Publication year - 2005
Publication title -
molecular ecology
Language(s) - English
Resource type - Journals
SCImago Journal Rank - 2.619
H-Index - 225
eISSN - 1365-294X
pISSN - 0962-1083
DOI - 10.1111/j.1365-294x.2005.02664.x
Subject(s) - biology , right whale , cetacea , population , whale , monophyly , zoology , ecology , phylogenetic tree , clade , demography , gene , genetics , sociology
Right whales carry large populations of three ‘whale lice’ ( Cyamus ovalis , Cyamus gracilis , Cyamus erraticus ) that have no other hosts.
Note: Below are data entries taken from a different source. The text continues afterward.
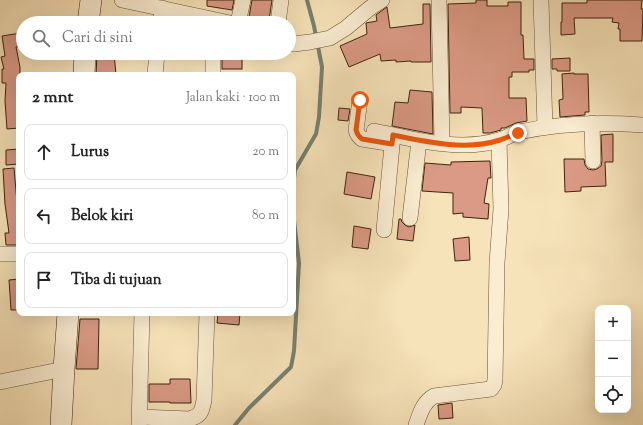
<!DOCTYPE html>
<html lang="id">
<meta charset="utf-8">
<style>
body{margin:0;font-family:"Sorts Mill Goudy",serif;background:#f6f6f6;color:#222}
.controls{position:absolute;right:12px;bottom:12px;display:grid;overflow:hidden;border-radius:8px;box-shadow:0 4px 16px #0002}
.controls button{width:36px;height:36px;display:grid;place-items:center;padding:0;border:0;border-bottom:1px solid #e0e0e0;background:#fff;color:#222;font:20px sans-serif}
.stop{position:absolute;width:12px;height:12px;margin:-9px;border:3px solid #ea580c;border-radius:50%;background:#fff}
.stop.end{background:#ea580c;border-color:#fff;box-shadow:0 1px 4px #0008}
.list{margin:0;padding:0;list-style:none}
h2{display:flex;justify-content:space-between;align-items:center;height:52px;margin:0;padding:0 16px;font-size:17px}
h2 small{font-size:13px;font-weight:400;color:#767676}
.list li{display:grid;grid-template-columns:26px 1fr auto;gap:12px;align-items:center;box-sizing:border-box;height:56px;margin:0 8px 8px;padding:0 8px;border:1px solid #e0e0e0;border-radius:8px}
.list b{display:block;font-size:15px;white-space:nowrap}
.list em{font-size:13px;font-style:normal;color:#767676}
.icon{flex:none;width:22px;height:22px;fill:none;stroke:currentColor;stroke-width:2;stroke-linecap:round;stroke-linejoin:round}
.map{position:relative;flex:none;width:643px;height:425px;overflow:hidden}
.search{position:absolute;background:#fff;box-shadow:0 4px 16px #0002;left:16px;top:16px;width:280px;height:44px;display:flex;align-items:center;gap:10px;box-sizing:border-box;padding:0 14px;border-radius:22px;color:#767676;font-size:15px}
.panel{position:absolute;background:#fff;box-shadow:0 4px 16px #0002;left:16px;top:72px;width:280px;height:244px;border-radius:8px}
.map>svg:first-child{display:block}
.lines{fill:none;stroke-linecap:round;stroke-linejoin:round}
.stream{stroke:#778171;stroke-width:4}
.building{fill:#db9a85;stroke:#3d250c}
.street-casing{stroke:#6c5437;stroke-width:16}
.secondary-casing{stroke:#3d250c;stroke-width:22}
.street{stroke:#faedd2;stroke-width:15}
.secondary{stroke:#faedd2;stroke-width:21}
.route{stroke:#ea580c;stroke-width:5}
</style>
<div class="map">
<svg width="643" height="425" viewBox="0 0 643 425">
<rect width="100%" height="100%" fill="#f7e3b9"/>
<filter id="stains"><feTurbulence type="fractalNoise" baseFrequency=".005" numOctaves="4"/><feColorMatrix values="0 0 0 0 .2 0 0 0 0 .09 0 0 0 0 .02 0 0 0 .5 -.17"/></filter>
<radialGradient id="worn" r=".72"><stop offset=".6" stop-color="#630" stop-opacity="0"/><stop offset="1" stop-color="#630" stop-opacity=".3"/></radialGradient>
<g class="lines">
<g class="stream">
<path d="M293 187 295 170 316 134 319 117 322 67 314 26 307 0"/>
<path d="M235 425 249 408 291 367 294 351 299 263 293 212"/>
</g>
</g>
<g class="building">
<path d="M207 0H234L232 10 207 6Z"/>
<path d="M252 0H272L269 20 249 17Z"/>
<path d="M476 0H487V6H508V2H521V35H523L524 59H534V70H529V72H512V77H509V98H526L527 121 516 123 505 128H501V130L490 133H483L482 108 461 107V113H450L448 4 476 3Z"/>
<path d="M587 0H642L641 9H643L642 41H620V29H618L619 23 612 22 613 18H574L575 34 561 35V22H562V3H587Z"/>
<path d="M423 4H430L431 62H411V61L396 62V60L381 61 380 54 349 67 340 46 367 34 366 23 377 21 376 15 387 7 390 28 423 24Z"/>
<path d="M21 33 23 46 16 47 20 67V75H19V128L7 129 5 101 6 83H2V69H4L1 57 5 56 2 36Z"/>
<path d="M97 53H114L116 75H96Z"/>
<rect x="222" y="57" width="20" height="12"/>
<path d="M570 58V71H557V69H552V59Z"/>
<path d="M574 73V74H588L589 112H585V115L560 117 559 100 563 99 562 74Z"/>
<path d="M410 90 432 92 433 134 392 126 395 102 408 103Z"/>
<path d="M339 108 350 109 348 121 338 120Z"/>
<path d="M613 134V162H605L606 186 581 187V191L565 192 564 159H584L585 165 588 169 593 170 597 169 601 166 602 161 601 135Z"/>
<path d="M19 149V164L6 165V150Z"/>
<path d="M490 161 491 178H488L484 203 489 204 488 219 463 217V213L453 214V193L422 191 425 163 451 165V162Z"/>
<path d="M14 168 17 202H19V245H6L5 233H9L5 204 3 169Z"/>
<path d="M347 172 375 177 371 199 344 194Z"/>
<path d="M399 219H401L402 222 405 225 409 227 415 225 413 241 397 239Z"/>
<path d="M354 226 371 229 368 249 352 247Z"/>
<path d="M469 237 470 260 455 261 453 239Z"/>
<path d="M19 279V310H11L9 280Z"/>
<path d="M218 313H240L239 325 217 323Z"/>
<path d="M80 319H99L98 369H76Z"/>
<path d="M170 379H190L191 403H170V402H149V384H170Z"/>
<path d="M452 403 453 418 439 419 438 405Z"/>
</g>
<g class="lines">
<g class="street-casing">
<g id="street">
<path d="M122 0 230 23"/>
<path d="M439 0 442 143"/>
<path d="M541 0 545 127"/>
<path d="M161 23 162 8"/>
<path d="M238 23 243 0"/>
<path d="M278 23 281 0"/>
<path d="M289 43 294 44 310 42 330 38 346 28 370 8 382 0"/>
<path d="M213 53V75"/>
<path d="M155 75 157 53"/>
<path d="M360 100 356 130C357 134 358 136 362 139L387 143"/>
<path d="M592 123 593 161"/>
<path d="M374 131C403 137 433 145 463 145 475 145 489 143 499 140 506 138 512 134 519 132 560 123 602 122 643 125"/>
<path d="M410 218 419 141"/>
<path d="M384 230 393 135"/>
<path d="M0 254H19"/>
<path d="M0 382 64 369"/>
<path d="M140 417 189 419C201 416 202 411 204 400L207 313"/>
<path d="M139 425 142 313"/>
<path d="M416 425C420 414 423 402 434 396L491 389 494 385 495 380 497 263 501 209 499 140"/>
</g>
</g>
<g class="secondary-casing">
<g id="secondary">
<path d="M88 23 91 0"/>
<path d="M84 75 85 53"/>
<path d="M61 425 64 369 68 313"/>
</g>
</g>
<use href="#street" class="street"/>
<use href="#secondary" class="secondary"/>
</g>
<g class="lines">
<path class="route" d="M360 100 356 130C357 134 358 136 362 139L392 144 393 135C427 142 466 151 500 140 506 138 512 135 518 133"/>
</g>
<rect width="100%" height="100%" filter="url(#stains)"/>
<rect width="100%" height="100%" fill="url(#worn)"/>
</svg>
<div class="controls">
<button>+</button>
<button>−</button>
<button><svg class="icon" aria-label="locate" viewBox="0 0 24 24"><circle cx="12" cy="12" r="6"/><path d="M12 2v4M12 18v4M2 12h4M18 12h4"/></svg></button>
</div>
<div class="stop" style="left:360px;top:100px"></div>
<div class="stop end" style="left:518px;top:133px"></div>
<div class="search"><svg class="icon" aria-label="search" viewBox="0 0 24 24"><circle cx="10" cy="10" r="6"/><path d="M15 15l6 6"/></svg>Cari di sini</div>
<section class="panel">
<h2>2 mnt<small>Jalan kaki · 100 m</small></h2>
<ul class="list">
<li><svg class="icon" aria-label="ahead" viewBox="0 0 24 24"><path d="M12 20V5M6 11l6-6 6 6"/></svg><div><b>Lurus</b></div><em>20 m</em></li>
<li><svg class="icon" aria-label="left" viewBox="0 0 24 24"><path d="M17 20v-9H6M10 6l-5 5 5 5"/></svg><div><b>Belok kiri</b></div><em>80 m</em></li>
<li><svg class="icon" aria-label="arrive" viewBox="0 0 24 24"><path d="M6 21V4h12l-3 4 3 4H6"/></svg><div><b>Tiba di tujuan</b></div></li>
</ul>
</section>
</div>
We used sequence variation in the mitochondrial COI gene to ask (i) whether cyamid population structures might reveal associations among right whale individuals and subpopulations, (ii) whether the divergences of the three nominally conspecific cyamid species on North Atlantic, North Pacific, and southern right whales ( Eubalaena glacialis, Eubalaena japonica, Eubalaena australis ) might indicate their times of separation, and (iii) whether the shapes of cyamid gene trees might contain information about changes in the population sizes of right whales. We found high levels of nucleotide diversity but almost no population structure within oceans, indicating large effective population sizes and high rates of transfer between whales and subpopulations. North Atlantic and Southern Ocean populations of all three species are reciprocally monophyletic, and North Pacific C. erraticus is well separated from North Atlantic and southern C. erraticus . Mitochondrial clock calibrations suggest that these divergences occurred around 6 million years ago (Ma), and that the Eubalaena mitochondrial clock is very slow. North Pacific C. ovalis forms a clade inside the southern C. ovalis gene tree, implying that at least one right whale has crossed the equator in the Pacific Ocean within the last 1–2 million years (Myr). Low‐frequency polymorphisms are more common than expected under neutrality for populations of constant size, but there is no obvious signal of rapid, interspecifically congruent expansion of the kind that would be expected if North Atlantic or southern right whales had experienced a prolonged population bottleneck within the last 0.5 Myr.